WHAT TO WORK ON = An exact repetition of all the entries that follow is required.

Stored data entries
════════════════════

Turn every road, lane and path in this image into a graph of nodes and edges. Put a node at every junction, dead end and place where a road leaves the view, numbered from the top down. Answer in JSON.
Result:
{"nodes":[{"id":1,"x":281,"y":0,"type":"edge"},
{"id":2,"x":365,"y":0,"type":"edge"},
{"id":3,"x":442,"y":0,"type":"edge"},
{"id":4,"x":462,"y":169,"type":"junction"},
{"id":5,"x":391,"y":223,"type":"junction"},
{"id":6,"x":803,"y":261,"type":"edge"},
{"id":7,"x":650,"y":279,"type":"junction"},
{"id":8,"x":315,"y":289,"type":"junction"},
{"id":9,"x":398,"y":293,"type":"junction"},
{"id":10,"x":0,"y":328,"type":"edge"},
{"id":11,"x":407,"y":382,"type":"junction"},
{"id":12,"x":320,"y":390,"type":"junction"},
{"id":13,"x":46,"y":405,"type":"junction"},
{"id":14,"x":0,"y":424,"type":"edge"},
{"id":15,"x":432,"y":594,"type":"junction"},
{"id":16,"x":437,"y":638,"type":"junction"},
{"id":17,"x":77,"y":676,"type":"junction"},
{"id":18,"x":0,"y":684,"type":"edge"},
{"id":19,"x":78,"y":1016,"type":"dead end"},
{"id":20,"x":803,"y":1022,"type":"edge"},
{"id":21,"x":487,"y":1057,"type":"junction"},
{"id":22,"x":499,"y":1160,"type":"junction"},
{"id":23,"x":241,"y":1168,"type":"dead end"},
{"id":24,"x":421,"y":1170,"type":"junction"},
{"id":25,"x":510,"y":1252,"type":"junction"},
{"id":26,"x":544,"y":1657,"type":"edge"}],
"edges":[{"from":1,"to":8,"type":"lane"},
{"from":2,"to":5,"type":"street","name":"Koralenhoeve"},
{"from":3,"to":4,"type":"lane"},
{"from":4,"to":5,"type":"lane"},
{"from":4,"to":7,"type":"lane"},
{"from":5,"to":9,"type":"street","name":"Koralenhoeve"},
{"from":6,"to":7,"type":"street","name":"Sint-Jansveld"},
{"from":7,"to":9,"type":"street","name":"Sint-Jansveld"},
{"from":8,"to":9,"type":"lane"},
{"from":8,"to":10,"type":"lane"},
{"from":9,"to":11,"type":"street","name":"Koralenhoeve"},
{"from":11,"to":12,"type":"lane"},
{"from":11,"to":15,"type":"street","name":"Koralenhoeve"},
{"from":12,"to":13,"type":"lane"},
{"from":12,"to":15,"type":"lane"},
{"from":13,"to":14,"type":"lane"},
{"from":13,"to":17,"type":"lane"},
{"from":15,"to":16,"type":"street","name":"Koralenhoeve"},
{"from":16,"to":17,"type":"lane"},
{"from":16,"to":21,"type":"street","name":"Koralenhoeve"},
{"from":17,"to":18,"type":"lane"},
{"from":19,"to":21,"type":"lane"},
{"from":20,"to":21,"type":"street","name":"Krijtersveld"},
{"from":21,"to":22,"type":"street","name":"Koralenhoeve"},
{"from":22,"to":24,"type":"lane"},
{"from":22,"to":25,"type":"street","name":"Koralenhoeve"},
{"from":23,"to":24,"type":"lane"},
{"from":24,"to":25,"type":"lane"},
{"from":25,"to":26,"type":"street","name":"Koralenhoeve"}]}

════════════════════

ANSWER SPACE =
Turn every road, lane and path in this image into a graph of nodes and edges. Put a node at every junction, dead end and place where a road leaves the view, numbered from the top down. Answer in JSON.
Result:
{"nodes":[{"id":1,"x":281,"y":0,"type":"edge"},
{"id":2,"x":365,"y":0,"type":"edge"},
{"id":3,"x":442,"y":0,"type":"edge"},
{"id":4,"x":462,"y":169,"type":"junction"},
{"id":5,"x":391,"y":223,"type":"junction"},
{"id":6,"x":803,"y":261,"type":"edge"},
{"id":7,"x":650,"y":279,"type":"junction"},
{"id":8,"x":315,"y":289,"type":"junction"},
{"id":9,"x":398,"y":293,"type":"junction"},
{"id":10,"x":0,"y":328,"type":"edge"},
{"id":11,"x":407,"y":382,"type":"junction"},
{"id":12,"x":320,"y":390,"type":"junction"},
{"id":13,"x":46,"y":405,"type":"junction"},
{"id":14,"x":0,"y":424,"type":"edge"},
{"id":15,"x":432,"y":594,"type":"junction"},
{"id":16,"x":437,"y":638,"type":"junction"},
{"id":17,"x":77,"y":676,"type":"junction"},
{"id":18,"x":0,"y":684,"type":"edge"},
{"id":19,"x":78,"y":1016,"type":"dead end"},
{"id":20,"x":803,"y":1022,"type":"edge"},
{"id":21,"x":487,"y":1057,"type":"junction"},
{"id":22,"x":499,"y":1160,"type":"junction"},
{"id":23,"x":241,"y":1168,"type":"dead end"},
{"id":24,"x":421,"y":1170,"type":"junction"},
{"id":25,"x":510,"y":1252,"type":"junction"},
{"id":26,"x":544,"y":1657,"type":"edge"}],
"edges":[{"from":1,"to":8,"type":"lane"},
{"from":2,"to":5,"type":"street","name":"Koralenhoeve"},
{"from":3,"to":4,"type":"lane"},
{"from":4,"to":5,"type":"lane"},
{"from":4,"to":7,"type":"lane"},
{"from":5,"to":9,"type":"street","name":"Koralenhoeve"},
{"from":6,"to":7,"type":"street","name":"Sint-Jansveld"},
{"from":7,"to":9,"type":"street","name":"Sint-Jansveld"},
{"from":8,"to":9,"type":"lane"},
{"from":8,"to":10,"type":"lane"},
{"from":9,"to":11,"type":"street","name":"Koralenhoeve"},
{"from":11,"to":12,"type":"lane"},
{"from":11,"to":15,"type":"street","name":"Koralenhoeve"},
{"from":12,"to":13,"type":"lane"},
{"from":12,"to":15,"type":"lane"},
{"from":13,"to":14,"type":"lane"},
{"from":13,"to":17,"type":"lane"},
{"from":15,"to":16,"type":"street","name":"Koralenhoeve"},
{"from":16,"to":17,"type":"lane"},
{"from":16,"to":21,"type":"street","name":"Koralenhoeve"},
{"from":17,"to":18,"type":"lane"},
{"from":19,"to":21,"type":"lane"},
{"from":20,"to":21,"type":"street","name":"Krijtersveld"},
{"from":21,"to":22,"type":"street","name":"Koralenhoeve"},
{"from":22,"to":24,"type":"lane"},
{"from":22,"to":25,"type":"street","name":"Koralenhoeve"},
{"from":23,"to":24,"type":"lane"},
{"from":24,"to":25,"type":"lane"},
{"from":25,"to":26,"type":"street","name":"Koralenhoeve"}]}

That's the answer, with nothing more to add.